_Your instructions:_
Gather the lines below that include the string "dead", copying each in full.

_Given entries:_
====================

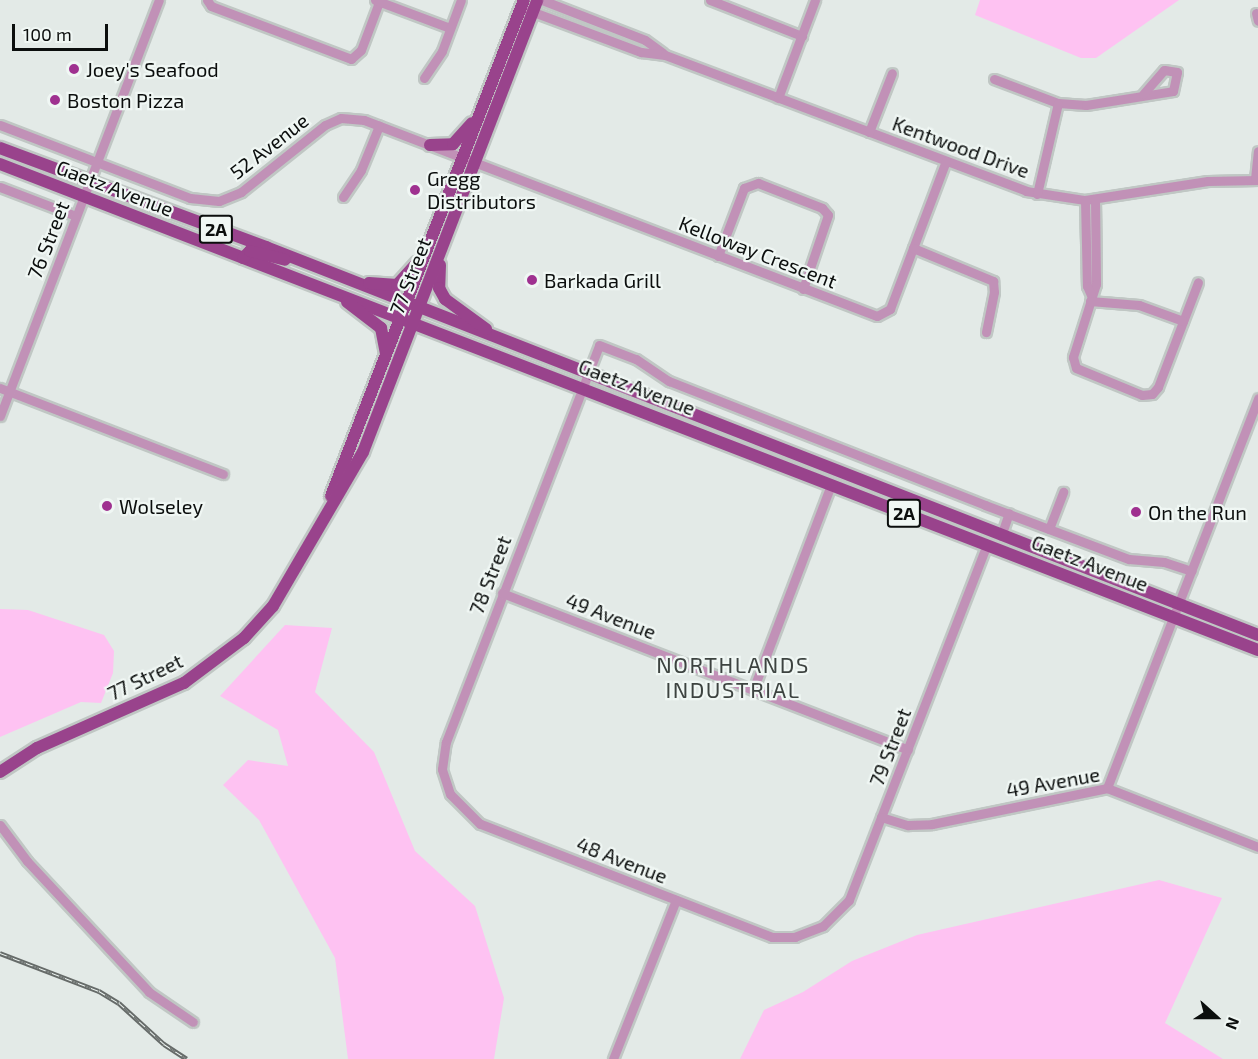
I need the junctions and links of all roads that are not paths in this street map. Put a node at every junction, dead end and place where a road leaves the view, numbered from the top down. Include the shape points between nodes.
1 (159, 0) edge
2 (207, 0) edge
3 (461, 0) edge
4 (542, 0) edge
5 (713, 0) edge
6 (815, 0) edge
7 (376, 1) edge
8 (529, 4) edge
9 (450, 28) junction
10 (801, 36) junction
11 (665, 55) junction
12 (892, 73) dead end
13 (424, 78) dead end
14 (994, 79) dead end
15 (1143, 94) dead end
16 (778, 98) junction
17 (1058, 103) junction
18 (481, 110) junction
19 (0, 125) edge
20 (379, 126) junction
21 (869, 132) junction
22 (430, 145) junction
23 (0, 148) edge
24 (1258, 151) edge
25 (463, 159) junction
26 (97, 161) junction
27 (946, 161) junction
28 (475, 163) junction
29 (0, 164) edge
30 (1256, 180) edge
31 (89, 182) junction
32 (0, 187) edge
33 (1037, 194) junction
34 (83, 197) junction
35 (343, 197) dead end
36 (1090, 200) junction
37 (76, 216) junction
38 (435, 231) junction
39 (443, 246) junction
40 (913, 248) junction
41 (717, 256) junction
42 (243, 258) junction
43 (302, 262) junction
44 (343, 278) junction
45 (1198, 282) dead end
46 (803, 289) junction
47 (333, 291) junction
48 (1091, 298) junction
49 (411, 314) junction
50 (1183, 321) junction
51 (986, 332) dead end
52 (507, 344) junction
53 (386, 361) junction
54 (583, 380) junction
55 (5, 390) edge
56 (1258, 398) edge
57 (0, 416) edge
58 (223, 474) dead end
59 (831, 485) junction
60 (1063, 492) dead end
61 (1009, 513) junction
62 (1049, 529) junction
63 (1001, 536) junction
64 (987, 544) junction
65 (304, 557) junction
66 (1192, 571) junction
67 (502, 593) junction
68 (1176, 611) junction
69 (1258, 635) edge
70 (1258, 650) edge
71 (753, 690) junction
72 (908, 750) junction
73 (0, 772) edge
74 (1107, 788) junction
75 (449, 791) joint
76 (881, 817) junction
77 (0, 825) edge
78 (1258, 847) edge
79 (676, 900) junction
80 (795, 937) joint
81 (193, 1022) dead end
82 (613, 1059) edge

1 - 26 street, 76 Street
2 - 7 street via 211,6 351,59 361,50
3 - 9 street
4 - 11 street, Kentwood Drive via 645,40
5 - 10 street
6 - 10 street
7 - 9 street
8 - 11 street, Kentwood Drive via 641,52
8 - 18 main road, 77 Street
8 - 28 main road, 77 Street
9 - 13 street
10 - 16 street
11 - 16 street, Kentwood Drive
12 - 21 street
14 - 17 street
15 - 17 street via 1100,104
16 - 21 street, Kentwood Drive
17 - 33 street
18 - 22 main road via 457,141
18 - 25 main road, 77 Street
19 - 26 street, 52 Avenue
20 - 22 street, 52 Avenue
20 - 26 street, 52 Avenue via 348,118 325,125 241,192 219,201 190,198
20 - 35 street via 361,170
21 - 27 street, Kentwood Drive
22 - 25 street, 52 Avenue
23 - 31 main road, Gaetz Avenue / 2A
24 - 30 street
25 - 28 street, Kelloway Crescent
25 - 38 main road, 77 Street
26 - 31 street, 76 Street
27 - 33 street, Kentwood Drive
27 - 40 street, Kelloway Crescent
28 - 39 main road, 77 Street
28 - 41 street, Kelloway Crescent
29 - 34 main road, Gaetz Avenue / 2A
30 - 36 street, Kentwood Drive via 1191,183
31 - 34 street, 76 Street
31 - 43 main road, Gaetz Avenue / 2A
32 - 37 street
33 - 36 street, Kentwood Drive
34 - 37 street, 76 Street
34 - 42 main road, Gaetz Avenue / 2A
36 - 48 street via 1096,284
37 - 55 street, 76 Street
38 - 44 main road via 408,276 397,285
38 - 49 main road, 77 Street
39 - 49 main road, 77 Street
39 - 52 main road via 439,281 442,294 448,303
40 - 46 street, Kelloway Crescent via 890,309 883,316
40 - 51 street via 993,281
41 - 46 street, Kelloway Crescent
41 - 46 street via 744,188 758,183 822,208 828,215
42 - 43 main road via 249,251
42 - 47 main road, Gaetz Avenue / 2A
43 - 44 main road, Gaetz Avenue / 2A
44 - 49 main road, Gaetz Avenue / 2A
45 - 50 street
47 - 49 main road, Gaetz Avenue / 2A
47 - 53 main road via 381,328
48 - 50 street via 1139,305
48 - 50 street via 1072,357 1074,365 1080,371 1142,395 1152,394 1158,387
49 - 52 main road, Gaetz Avenue / 2A
49 - 53 main road, 77 Street
49 - 54 main road, Gaetz Avenue / 2A
49 - 65 main road, 77 Street via 363,452
52 - 54 main road, Gaetz Avenue / 2A
53 - 65 main road, 77 Street
54 - 59 main road, Gaetz Avenue / 2A
54 - 61 street, Gaetz Avenue via 597,346 603,346 636,359 669,381
54 - 63 main road, Gaetz Avenue / 2A
54 - 67 street, 78 Street
55 - 57 street, 76 Street
55 - 58 street
56 - 66 street
59 - 64 main road, Gaetz Avenue / 2A
59 - 71 street
60 - 62 street
61 - 62 street, Gaetz Avenue
61 - 63 street
62 - 66 street, Gaetz Avenue via 1133,561 1164,562
63 - 68 main road, Gaetz Avenue / 2A
64 - 68 main road, Gaetz Avenue / 2A
64 - 72 street, 79 Street
65 - 73 main road, 77 Street via 273,606 244,638 184,683 37,748
66 - 68 street
67 - 71 street, 49 Avenue
67 - 75 street, 78 Street via 446,742 442,769
68 - 69 main road, Gaetz Avenue / 2A
68 - 70 main road, Gaetz Avenue / 2A
68 - 74 street
71 - 72 street, 49 Avenue
72 - 76 street, 79 Street
74 - 76 street, 49 Avenue via 933,824 908,825
74 - 78 street, 49 Avenue
75 - 79 street, 48 Avenue via 466,815 480,824
76 - 80 street, 79 Street via 849,900 823,926
77 - 81 street via 27,861 150,992
79 - 80 street, 48 Avenue via 772,937
79 - 82 street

====================

_Task output:_
I need the junctions and links of all roads that are not paths in this street map. Put a node at every junction, dead end and place where a road leaves the view, numbered from the top down. Include the shape points between nodes.
12 (892, 73) dead end
13 (424, 78) dead end
14 (994, 79) dead end
15 (1143, 94) dead end
35 (343, 197) dead end
45 (1198, 282) dead end
51 (986, 332) dead end
58 (223, 474) dead end
60 (1063, 492) dead end
81 (193, 1022) dead end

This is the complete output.